Based on the Clinical Diagnosis made by the surgeons at our hospital, 39.5 per cent (32 of 81) of the lesions were Malignant and 60.5 per cent (49 of 81) were Benign. The sensitivity of clinical diagnosis (71.05 per cent) is higher than previous studies - 17.9 per cent 13 and 18 per cent. 14 The sensitivity of mammography in this study coincides with those of previous studies like 83.7 per cent 14 , but is opposing the findings of some studies, ranging from 13 to 55.5 per cent. 15, 16 The specificity of this study coincides with the findings ranging 991 – 98.8 per cent 17, 18 , but is dissimilar to another finding — 68.5 per cent. 19 Accuracy of this study is lower than the accuracies of other studies 77.1 to 98.6 per cent. 20 Positive Predictive Value of this study is higher than the PPVs of studies ranging from 35.8 to 67.8 per cent. 21 Negative Predictive Value of this study supports the NPV of 84.1 per cent 16, but is lower than the negative predictive value of 100 per cent. 21
The sensitivity of sonography in this study is similar to others, i.e., 92.9 – 96.6 per cent. 17, 18, 19, 20, 21 One study had 100 per cent sensitivity. 21 Some studies had lower sensitivities, 13 - 78 per cent. 16, 22 The specificity of this study was similar to others, 79.1 – 96.8 per cent. 23, 24 Our finding was higher than a study showing 54.5 per cent 21 specificity. Accuracy of this study is similar to 96.6 per cent 25 and 91.4 per cent. 24 Positive Predictive Value of this study is higher than others, 19.7 – 79.2 per cent 19, 21, 23 but lower than a study showing 100 per cent. 22 Negative Predictive Value of our study is in support of others, 90.9 - 100 per cent. 19, 21
The sensitivity of FNAC in this study is similar to other studies showing 87 – 97.5 per cent 25, 24 Specificity of this study is similar to 81.8 – 89.6 per cent 26, 27, 28 but is lower than others, 98 - 100 percent 25, 29, 30, 31 Accuracy of this study is in the range of others, 97 per cent. 30 Positive Predictive Value is lower than other studies, 95.8 - 100 per cent25, 29, 30, 31
The variation in findings found among these studies might be because of the difference in quality of the diagnostic equipment used and also the variance in the level of expertise of the doctors and technicians who have conducted these procedures.
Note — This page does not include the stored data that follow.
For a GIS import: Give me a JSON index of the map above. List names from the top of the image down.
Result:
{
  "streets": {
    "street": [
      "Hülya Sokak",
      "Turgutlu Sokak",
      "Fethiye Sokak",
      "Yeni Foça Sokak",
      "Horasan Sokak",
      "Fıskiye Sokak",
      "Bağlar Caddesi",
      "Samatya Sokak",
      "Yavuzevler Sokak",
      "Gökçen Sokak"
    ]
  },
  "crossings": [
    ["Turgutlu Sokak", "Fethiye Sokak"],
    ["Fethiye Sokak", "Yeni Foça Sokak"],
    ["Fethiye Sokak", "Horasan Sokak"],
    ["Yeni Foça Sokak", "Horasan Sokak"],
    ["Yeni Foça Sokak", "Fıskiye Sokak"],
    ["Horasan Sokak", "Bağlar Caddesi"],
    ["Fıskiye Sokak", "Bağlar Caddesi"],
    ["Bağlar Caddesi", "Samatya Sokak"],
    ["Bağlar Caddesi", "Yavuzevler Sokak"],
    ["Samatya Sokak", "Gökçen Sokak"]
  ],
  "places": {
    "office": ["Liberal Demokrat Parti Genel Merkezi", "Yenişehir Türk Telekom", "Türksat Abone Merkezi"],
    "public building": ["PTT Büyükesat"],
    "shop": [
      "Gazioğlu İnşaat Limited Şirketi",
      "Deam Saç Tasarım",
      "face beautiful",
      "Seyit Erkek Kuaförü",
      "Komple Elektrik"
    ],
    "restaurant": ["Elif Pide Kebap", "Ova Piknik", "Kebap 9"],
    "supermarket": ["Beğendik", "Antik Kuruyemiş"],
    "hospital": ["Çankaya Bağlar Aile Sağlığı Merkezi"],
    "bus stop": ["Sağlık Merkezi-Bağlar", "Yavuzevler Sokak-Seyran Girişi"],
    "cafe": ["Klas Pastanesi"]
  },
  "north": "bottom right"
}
Sonography combined with FNAC is as sensitive as excision biopsy (100 per cent) but is less specific (81.4 per cent). Since this combination is having a sensitivity of 100 per cent, it can be used for screening purposes. Moreover, when a combination of Mammography, Sonography, and FNAC is used the findings are identical to the Sonography + FNAC combination, therefore it can be concluded that Mammography is an unnecessary procedure for the diagnosis of breast lesions which is contrary to the current guidelines available for screening of Breast cancer. 32
Conclusion:
A combination of Sonography and FNAC excluding Mammography can be considered reliable for screening breast lesions. Moreover, since this combination is comparatively painless, it can fill up the gap of the missing cases of breast cancer. A larger community-based study is required with a 5 year follow up to study this effect and to ensure that there are no errors in the conclusion.